The computer industry is replete with transitions, evolutions, revolutions, distractions, and unforeseen discontinuities. These elements turn all the trends on their ears; upset all the apple carts; and cause plenty of fear, uncertainty, and doubt in companies that invest large sums of money in technology on a regular basis and in companies, on the other side of the bargaining table, that try to peddle their hardware or software so they can pay their own bills. Years from now—or maybe only months from now, depending on your time horizon—the 14 months from June 1999 to August 2000 will be remembered as an extremely trying time in the computer business, particularly for vendors that sell what has come to be called enterprise resource planning (ERP) software. To put it bluntly, ERP vendors have never had to do so much for so many customers at such low prices and in such a hurry.
ERP software is, like computing itself since about the mid-1970s, one of those necessary evils that the modern world has to contend with. ERP programs are outrageously expensive to install, difficult to use, troublesome to customize, and nightmarish to extend and support as the years roll by. In this respect, buying ERP software is more like making a capital equipment investment, such as building a factory, than it is like buying software. But hardly anyone would argue that ERP software, whether you build it yourself or buy it from one of the 100 or so companies that offer full suites, is something that modern companies can do without.
The main culprit of ERP vendor woes in the past year was thought to be the Y2K bug, but I think that the Y2K bug’s direct effect on ERP sales has been overstated. Yes, many companies bought modern ERP software to avoid having to rewrite their own code to become Y2K-compliant, but most did so not because they couldn’t kill the Y2K bugs in their code in time to meet the December 31, 1999, deadline but because they had no hope of ever matching in their own programming the level of sophistication that a third-party ERP package offers. The Y2K crisis has come and gone, and ERP vendors are still in crisis mode. Why? E-business. ERP vendors have spent the better part of a decade trying to convince companies large and small around the world that they need the sophisticated accounting, manufacturing, and distribution control that only a modern ERP suite can deliver. And they were on track to start reaping the benefits of the ERP revolution that began in 1999 and extended out as far as any of us could see. Then, along came e- business.
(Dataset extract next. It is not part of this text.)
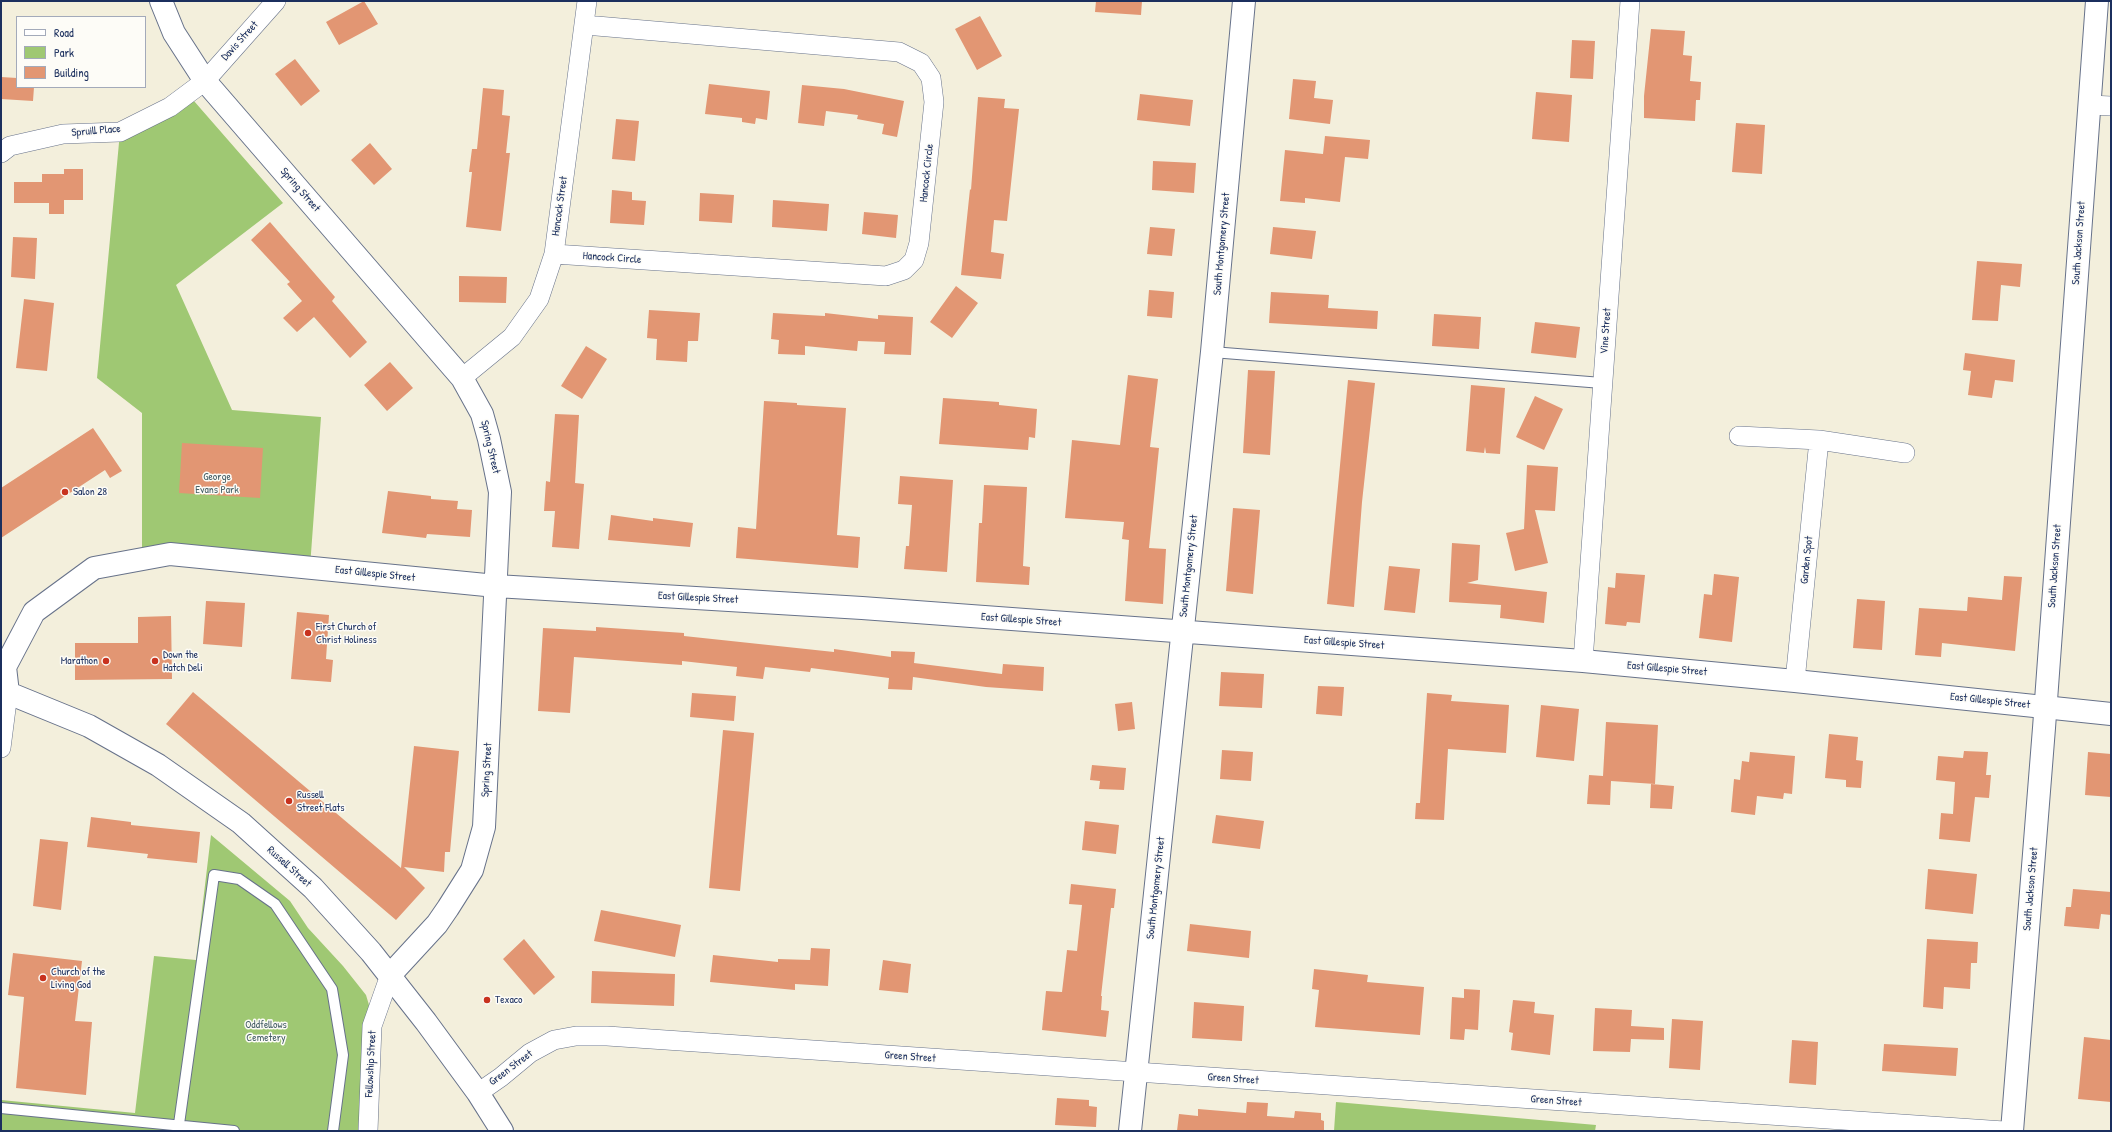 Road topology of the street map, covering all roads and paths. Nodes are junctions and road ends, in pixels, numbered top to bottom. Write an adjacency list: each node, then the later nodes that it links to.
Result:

The fundamentally disruptive Internet is making ERP vendors sweat bullets as they try to figure out how to extend their products not only to work with the Web but also to reach into supply chains and out to customers and partner trading networks. Not only that, but ERP vendors also have to contend with new software delivery methods, notably the application service provider (ASP) model that this focus section looks at in depth. If they don’t become ASPs as well as ERP vendors, their competitors may eat up their market share. Just being a good ERP vendor is not enough anymore.
For companies that have to buy ERP software, the issues have not changed all that much despite all of this tectonic activity in the ERP market. They still have to decide whether to build or buy an ERP suite; they still have to go through an arduous and rigorous selection process; and they still have to decide whether to outsource those programs or run them in house. There are very few midrange companies that have the software and business expertise of the top 100 ERP vendors. Maybe it is time to get out of the software writing business and back into your own business. This focus section on ERP intends to make that process a little easier for those of you who think that now is maybe a good time to reconsider your core application strategies.